Unless. Unless the cleansing aura over that place purges anyone who enters or at least masks their presence, because there have to be visitors in the park now, and he can’t sense them either. He’s not experienced enough to pick out individual threads of power kilometers away, but he should be able to get some general sense of the place, even if it’s just the impression that the only people there are ordinary humans. And if that’s the case, then the aura must be a good shield for anyone trying to evade detection.

Hisoka’s sneakers thud against the concrete. The tram’s almost ready to pull out of Urakamieki-mae when he arrives, so he sprints the last few meters and skids to a halt in front of the door, bolts through it, and disembarks at Matsuyama-machi.
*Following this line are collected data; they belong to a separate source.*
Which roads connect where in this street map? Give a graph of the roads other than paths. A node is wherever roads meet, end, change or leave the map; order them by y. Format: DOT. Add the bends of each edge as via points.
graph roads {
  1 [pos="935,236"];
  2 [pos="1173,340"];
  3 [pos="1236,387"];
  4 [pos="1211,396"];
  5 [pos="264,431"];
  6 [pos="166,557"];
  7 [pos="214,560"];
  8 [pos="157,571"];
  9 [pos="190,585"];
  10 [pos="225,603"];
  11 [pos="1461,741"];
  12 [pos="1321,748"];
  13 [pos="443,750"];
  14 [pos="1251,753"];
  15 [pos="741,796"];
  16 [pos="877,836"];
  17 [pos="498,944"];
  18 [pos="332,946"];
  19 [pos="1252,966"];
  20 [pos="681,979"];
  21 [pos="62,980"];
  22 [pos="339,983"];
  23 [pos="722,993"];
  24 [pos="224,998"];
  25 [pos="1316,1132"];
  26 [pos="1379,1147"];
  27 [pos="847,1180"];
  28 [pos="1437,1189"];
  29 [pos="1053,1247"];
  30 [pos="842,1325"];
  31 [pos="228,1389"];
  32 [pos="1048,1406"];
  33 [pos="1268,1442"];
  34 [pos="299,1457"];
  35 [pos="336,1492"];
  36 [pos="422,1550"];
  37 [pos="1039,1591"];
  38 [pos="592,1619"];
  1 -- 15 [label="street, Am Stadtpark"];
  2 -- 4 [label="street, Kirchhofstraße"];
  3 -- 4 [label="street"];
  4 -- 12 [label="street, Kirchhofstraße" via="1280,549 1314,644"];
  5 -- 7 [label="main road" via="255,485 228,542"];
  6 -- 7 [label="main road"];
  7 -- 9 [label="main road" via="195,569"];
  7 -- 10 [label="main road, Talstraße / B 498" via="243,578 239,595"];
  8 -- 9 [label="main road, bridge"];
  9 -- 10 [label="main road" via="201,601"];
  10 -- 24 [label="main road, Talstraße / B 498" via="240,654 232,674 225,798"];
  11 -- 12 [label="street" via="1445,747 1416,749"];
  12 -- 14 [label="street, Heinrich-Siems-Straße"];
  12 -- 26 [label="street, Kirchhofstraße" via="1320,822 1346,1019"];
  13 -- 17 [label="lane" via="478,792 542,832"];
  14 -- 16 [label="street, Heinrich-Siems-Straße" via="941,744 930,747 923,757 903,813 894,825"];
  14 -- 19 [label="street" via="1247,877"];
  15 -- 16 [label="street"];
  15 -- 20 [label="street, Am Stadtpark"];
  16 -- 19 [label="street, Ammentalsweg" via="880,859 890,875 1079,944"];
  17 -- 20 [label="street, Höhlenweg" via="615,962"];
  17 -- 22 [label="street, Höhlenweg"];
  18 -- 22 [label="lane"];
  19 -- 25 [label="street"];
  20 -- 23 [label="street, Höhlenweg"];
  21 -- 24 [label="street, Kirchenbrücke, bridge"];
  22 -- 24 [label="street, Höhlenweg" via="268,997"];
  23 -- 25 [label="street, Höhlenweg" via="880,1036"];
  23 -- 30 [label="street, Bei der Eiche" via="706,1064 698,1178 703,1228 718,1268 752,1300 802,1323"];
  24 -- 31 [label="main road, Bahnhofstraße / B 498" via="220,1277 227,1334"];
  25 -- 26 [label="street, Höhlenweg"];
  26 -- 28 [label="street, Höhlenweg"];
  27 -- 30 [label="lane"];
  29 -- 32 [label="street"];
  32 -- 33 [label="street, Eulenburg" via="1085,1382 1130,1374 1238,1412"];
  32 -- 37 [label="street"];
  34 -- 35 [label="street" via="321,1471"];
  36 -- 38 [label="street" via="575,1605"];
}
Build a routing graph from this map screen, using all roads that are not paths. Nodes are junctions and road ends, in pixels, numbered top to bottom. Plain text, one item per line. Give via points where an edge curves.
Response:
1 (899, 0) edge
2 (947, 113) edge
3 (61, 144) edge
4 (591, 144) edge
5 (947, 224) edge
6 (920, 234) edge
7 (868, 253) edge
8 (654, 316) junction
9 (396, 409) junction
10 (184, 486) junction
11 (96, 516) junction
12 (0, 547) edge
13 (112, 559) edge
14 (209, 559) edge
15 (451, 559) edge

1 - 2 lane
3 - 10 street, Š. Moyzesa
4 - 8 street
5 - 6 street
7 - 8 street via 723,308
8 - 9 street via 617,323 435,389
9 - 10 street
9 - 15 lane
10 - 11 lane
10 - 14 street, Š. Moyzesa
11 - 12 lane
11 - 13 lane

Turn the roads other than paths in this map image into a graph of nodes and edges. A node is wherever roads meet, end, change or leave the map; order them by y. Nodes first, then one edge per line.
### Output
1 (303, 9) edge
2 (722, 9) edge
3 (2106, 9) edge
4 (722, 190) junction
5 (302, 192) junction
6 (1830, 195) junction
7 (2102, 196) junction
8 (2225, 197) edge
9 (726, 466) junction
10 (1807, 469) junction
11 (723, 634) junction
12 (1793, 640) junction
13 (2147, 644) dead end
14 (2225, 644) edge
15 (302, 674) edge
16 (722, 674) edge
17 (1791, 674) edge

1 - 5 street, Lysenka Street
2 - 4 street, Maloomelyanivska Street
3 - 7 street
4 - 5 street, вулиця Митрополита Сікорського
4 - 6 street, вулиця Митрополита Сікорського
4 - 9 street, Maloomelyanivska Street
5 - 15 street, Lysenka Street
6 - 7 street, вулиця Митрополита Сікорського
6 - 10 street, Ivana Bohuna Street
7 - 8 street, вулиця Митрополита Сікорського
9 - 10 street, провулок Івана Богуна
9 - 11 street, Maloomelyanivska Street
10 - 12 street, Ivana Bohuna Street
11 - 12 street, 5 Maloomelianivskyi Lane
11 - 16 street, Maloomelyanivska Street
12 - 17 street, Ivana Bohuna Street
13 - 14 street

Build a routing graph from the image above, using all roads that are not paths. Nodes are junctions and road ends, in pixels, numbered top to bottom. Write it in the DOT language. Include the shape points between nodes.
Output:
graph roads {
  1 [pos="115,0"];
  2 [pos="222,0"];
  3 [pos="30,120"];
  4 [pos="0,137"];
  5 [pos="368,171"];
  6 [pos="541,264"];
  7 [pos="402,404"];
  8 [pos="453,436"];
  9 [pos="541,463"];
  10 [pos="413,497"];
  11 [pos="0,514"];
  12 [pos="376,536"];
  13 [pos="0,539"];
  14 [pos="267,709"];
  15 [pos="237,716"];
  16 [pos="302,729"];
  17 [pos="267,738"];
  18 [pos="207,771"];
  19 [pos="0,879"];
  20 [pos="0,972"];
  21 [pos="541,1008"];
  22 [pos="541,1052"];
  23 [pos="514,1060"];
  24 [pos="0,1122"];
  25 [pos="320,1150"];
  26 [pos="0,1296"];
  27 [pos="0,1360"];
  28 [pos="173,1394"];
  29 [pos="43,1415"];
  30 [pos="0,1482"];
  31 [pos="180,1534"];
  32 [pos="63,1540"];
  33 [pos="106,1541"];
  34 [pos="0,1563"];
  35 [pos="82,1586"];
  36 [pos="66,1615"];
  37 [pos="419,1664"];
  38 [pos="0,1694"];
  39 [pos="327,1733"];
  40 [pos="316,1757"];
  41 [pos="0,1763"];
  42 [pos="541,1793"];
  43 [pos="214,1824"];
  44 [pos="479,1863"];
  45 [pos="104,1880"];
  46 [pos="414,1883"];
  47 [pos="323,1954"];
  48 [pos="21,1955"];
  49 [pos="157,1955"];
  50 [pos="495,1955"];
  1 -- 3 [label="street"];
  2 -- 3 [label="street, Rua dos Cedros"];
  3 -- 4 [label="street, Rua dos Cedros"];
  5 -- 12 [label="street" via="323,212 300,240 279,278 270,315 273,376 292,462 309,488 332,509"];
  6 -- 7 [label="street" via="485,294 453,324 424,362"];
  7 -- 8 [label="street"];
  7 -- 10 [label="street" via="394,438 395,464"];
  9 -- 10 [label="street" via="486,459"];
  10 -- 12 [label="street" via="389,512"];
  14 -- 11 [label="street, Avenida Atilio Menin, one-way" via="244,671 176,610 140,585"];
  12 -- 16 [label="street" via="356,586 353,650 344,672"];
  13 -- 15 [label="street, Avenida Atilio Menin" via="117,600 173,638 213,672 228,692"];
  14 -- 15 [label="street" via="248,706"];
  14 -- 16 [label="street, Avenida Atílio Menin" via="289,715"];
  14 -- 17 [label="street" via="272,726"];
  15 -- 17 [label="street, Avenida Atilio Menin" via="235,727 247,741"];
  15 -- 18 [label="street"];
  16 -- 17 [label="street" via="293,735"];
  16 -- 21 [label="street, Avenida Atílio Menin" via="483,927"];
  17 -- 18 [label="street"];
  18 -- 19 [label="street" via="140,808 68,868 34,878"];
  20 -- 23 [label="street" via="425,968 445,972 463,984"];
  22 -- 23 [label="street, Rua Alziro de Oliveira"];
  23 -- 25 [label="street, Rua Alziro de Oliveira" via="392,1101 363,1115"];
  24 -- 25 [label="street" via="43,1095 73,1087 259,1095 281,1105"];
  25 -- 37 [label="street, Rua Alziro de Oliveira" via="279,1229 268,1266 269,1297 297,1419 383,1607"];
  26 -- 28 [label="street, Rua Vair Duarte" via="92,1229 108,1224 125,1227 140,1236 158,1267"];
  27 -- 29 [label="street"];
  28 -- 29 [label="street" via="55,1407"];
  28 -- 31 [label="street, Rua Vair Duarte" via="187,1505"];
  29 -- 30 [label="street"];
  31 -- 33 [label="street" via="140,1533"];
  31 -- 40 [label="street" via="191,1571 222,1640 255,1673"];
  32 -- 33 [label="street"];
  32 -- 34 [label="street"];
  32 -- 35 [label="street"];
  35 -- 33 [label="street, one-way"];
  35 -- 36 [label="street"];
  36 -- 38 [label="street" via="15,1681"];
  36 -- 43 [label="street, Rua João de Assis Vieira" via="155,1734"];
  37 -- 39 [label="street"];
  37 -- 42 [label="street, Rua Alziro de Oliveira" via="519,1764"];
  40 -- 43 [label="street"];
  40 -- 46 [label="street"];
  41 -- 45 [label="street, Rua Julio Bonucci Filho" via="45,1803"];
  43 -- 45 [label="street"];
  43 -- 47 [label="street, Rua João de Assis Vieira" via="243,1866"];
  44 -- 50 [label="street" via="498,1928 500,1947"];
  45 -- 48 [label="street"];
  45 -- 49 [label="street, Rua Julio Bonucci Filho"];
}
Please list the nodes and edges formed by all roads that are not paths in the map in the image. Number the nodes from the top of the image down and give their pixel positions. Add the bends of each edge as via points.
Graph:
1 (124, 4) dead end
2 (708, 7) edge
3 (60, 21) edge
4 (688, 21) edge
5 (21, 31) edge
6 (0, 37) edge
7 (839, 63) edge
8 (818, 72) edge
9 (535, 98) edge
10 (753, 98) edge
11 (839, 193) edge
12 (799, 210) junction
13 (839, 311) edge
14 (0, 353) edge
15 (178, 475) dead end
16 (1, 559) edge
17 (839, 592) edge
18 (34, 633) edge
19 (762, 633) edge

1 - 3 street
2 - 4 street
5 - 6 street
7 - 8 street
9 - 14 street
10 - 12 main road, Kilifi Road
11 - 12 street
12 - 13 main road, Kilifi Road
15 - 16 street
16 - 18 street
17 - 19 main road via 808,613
Up the stone steps at the entranceway-tomorrow his legs will hate him for this-and down the shallower steps to the Peace Fountain at the park’s southern end. His footsteps echo flatly in the basin; not many bodies are around to absorb the sound. The park’s not crowded today, the anniversary of the bombing was three days ago and the people have mostly cleared out since then, don’t want to stay any longer than they have to. The water shoots up in high columns, ringing a black plaque in the center of the pool. Droplets of water spray across Hisoka’s face and mingle with the sweat on his forehead. There are three other visitors to the fountain: a mother clutching her child’s hand and feeding him a sweet, and a man in a long brown coat.

Do you like the sakura?

Hisoka steps closer, braces himself against the lingering scent. “You’re here,” he says, softly enough that the mother and child won’t hear.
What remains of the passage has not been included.